**Brief:** The answer must be every line of the records below that holds the word "highway".

#####

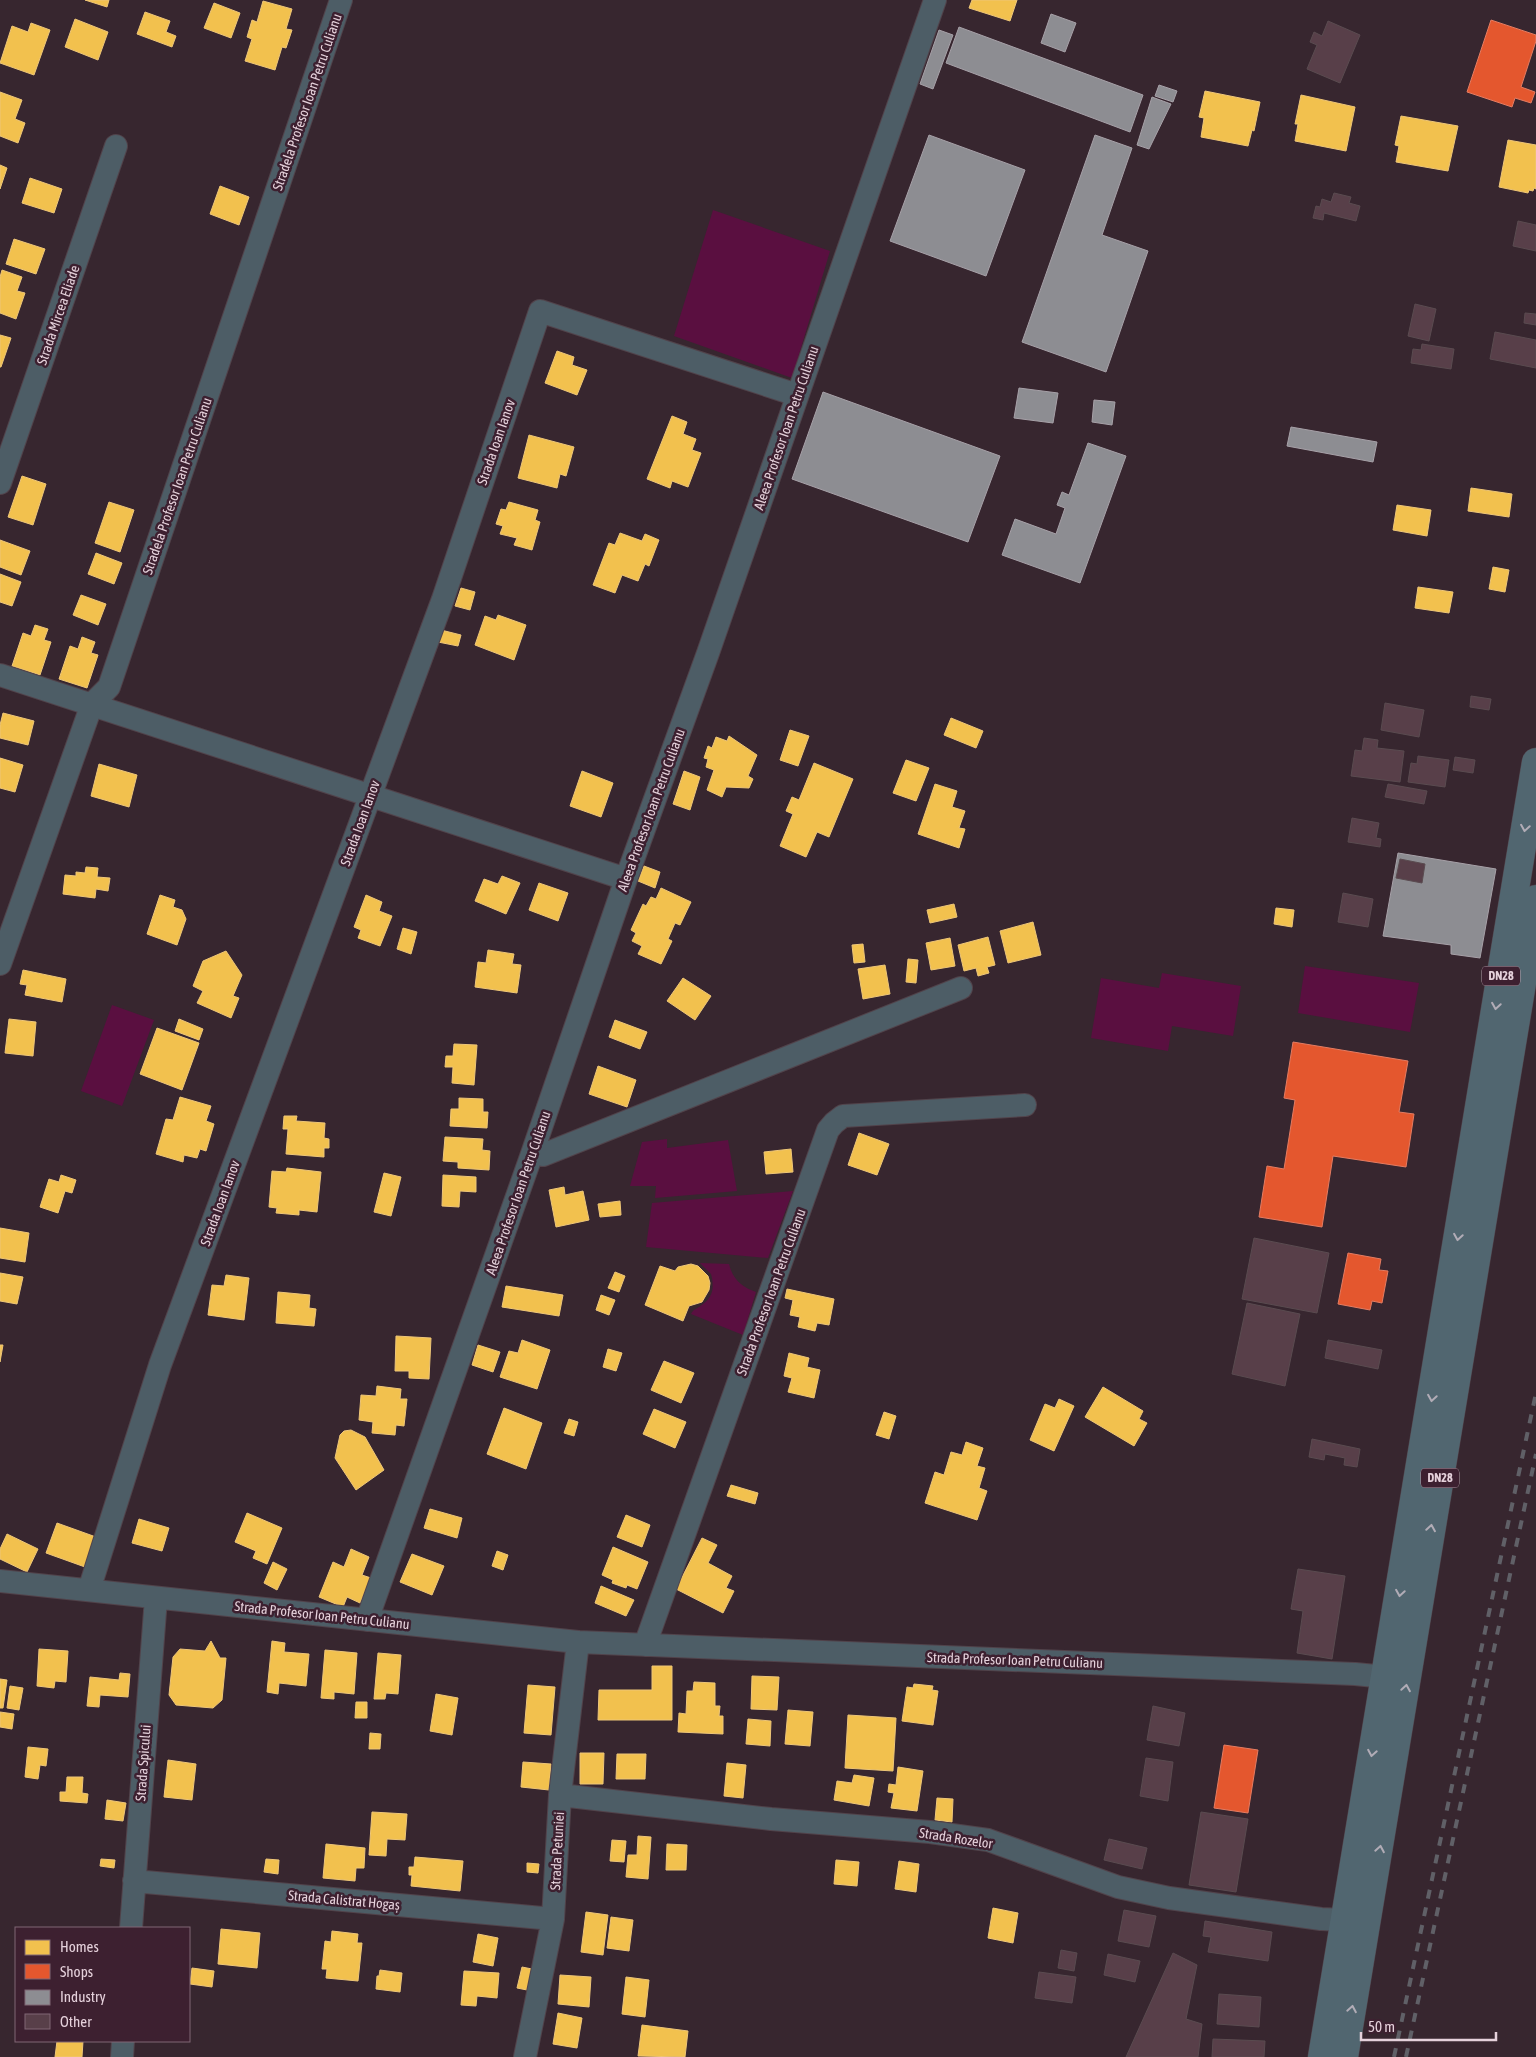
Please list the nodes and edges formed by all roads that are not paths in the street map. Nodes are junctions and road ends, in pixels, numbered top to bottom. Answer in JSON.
{"nodes":[{"id":1,"x":341,"y":0,"type":"edge"},
{"id":2,"x":935,"y":0,"type":"edge"},
{"id":3,"x":116,"y":146,"type":"dead end"},
{"id":4,"x":798,"y":395,"type":"junction"},
{"id":5,"x":0,"y":483,"type":"edge"},
{"id":6,"x":0,"y":675,"type":"edge"},
{"id":7,"x":92,"y":704,"type":"junction"},
{"id":8,"x":1536,"y":762,"type":"edge"},
{"id":9,"x":370,"y":795,"type":"junction"},
{"id":10,"x":626,"y":879,"type":"junction"},
{"id":11,"x":1536,"y":899,"type":"edge"},
{"id":12,"x":0,"y":964,"type":"edge"},
{"id":13,"x":961,"y":988,"type":"dead end"},
{"id":14,"x":1025,"y":1105,"type":"dead end"},
{"id":15,"x":533,"y":1151,"type":"junction"},
{"id":16,"x":0,"y":1582,"type":"edge"},
{"id":17,"x":89,"y":1590,"type":"junction"},
{"id":18,"x":156,"y":1598,"type":"junction"},
{"id":19,"x":367,"y":1620,"type":"junction"},
{"id":20,"x":578,"y":1642,"type":"junction"},
{"id":21,"x":645,"y":1645,"type":"junction"},
{"id":22,"x":1386,"y":1677,"type":"junction"},
{"id":23,"x":560,"y":1794,"type":"junction"},
{"id":24,"x":134,"y":1881,"type":"junction"},
{"id":25,"x":553,"y":1919,"type":"junction"},
{"id":26,"x":1345,"y":1920,"type":"junction"},
{"id":27,"x":131,"y":1927,"type":"edge"},
{"id":28,"x":123,"y":2042,"type":"edge"},
{"id":29,"x":122,"y":2057,"type":"edge"},
{"id":30,"x":525,"y":2057,"type":"edge"},
{"id":31,"x":1322,"y":2057,"type":"edge"},
{"id":32,"x":1344,"y":2057,"type":"edge"}],
"edges":[{"from":1,"to":7,"type":"street","name":"Stradela Profesor Ioan Petru Culianu"},
{"from":2,"to":4,"type":"street","name":"Aleea Profesor Ioan Petru Culianu"},
{"from":3,"to":5,"type":"street","name":"Strada Mircea Eliade"},
{"from":4,"to":9,"type":"street","name":"Strada Ioan Ianov"},
{"from":4,"to":10,"type":"street","name":"Aleea Profesor Ioan Petru Culianu"},
{"from":6,"to":7,"type":"street"},
{"from":7,"to":9,"type":"street"},
{"from":7,"to":12,"type":"street","name":"Stradela Profesor Ioan Petru Culianu"},
{"from":8,"to":22,"type":"highway","number":"DN28","one_way":true},
{"from":9,"to":10,"type":"street"},
{"from":9,"to":17,"type":"street","name":"Strada Ioan Ianov"},
{"from":10,"to":15,"type":"street","name":"Aleea Profesor Ioan Petru Culianu"},
{"from":32,"to":11,"type":"highway","number":"DN28","one_way":true},
{"from":13,"to":15,"type":"street"},
{"from":14,"to":21,"type":"street","name":"Strada Profesor Ioan Petru Culianu"},
{"from":15,"to":19,"type":"street","name":"Aleea Profesor Ioan Petru Culianu"},
{"from":16,"to":17,"type":"street","name":"Strada Profesor Ioan Petru Culianu"},
{"from":17,"to":18,"type":"street","name":"Strada Profesor Ioan Petru Culianu"},
{"from":18,"to":19,"type":"street","name":"Strada Profesor Ioan Petru Culianu"},
{"from":18,"to":24,"type":"street","name":"Strada Spicului"},
{"from":19,"to":20,"type":"street","name":"Strada Profesor Ioan Petru Culianu"},
{"from":20,"to":21,"type":"street","name":"Strada Profesor Ioan Petru Culianu"},
{"from":20,"to":23,"type":"street","name":"Strada Petuniei"},
{"from":21,"to":22,"type":"street","name":"Strada Profesor Ioan Petru Culianu"},
{"from":22,"to":26,"type":"highway","number":"DN28","one_way":true},
{"from":23,"to":25,"type":"street","name":"Strada Petuniei"},
{"from":23,"to":26,"type":"street","name":"Strada Rozelor"},
{"from":24,"to":25,"type":"street","name":"Strada Calistrat Hogaș"},
{"from":24,"to":27,"type":"street","name":"Strada Spicului"},
{"from":25,"to":30,"type":"street","name":"Strada Petuniei"},
{"from":26,"to":31,"type":"highway","number":"DN28"},
{"from":28,"to":29,"type":"street"}]}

#####

**Response:**
{"from":8,"to":22,"type":"highway","number":"DN28","one_way":true},
{"from":32,"to":11,"type":"highway","number":"DN28","one_way":true},
{"from":22,"to":26,"type":"highway","number":"DN28","one_way":true},
{"from":26,"to":31,"type":"highway","number":"DN28"},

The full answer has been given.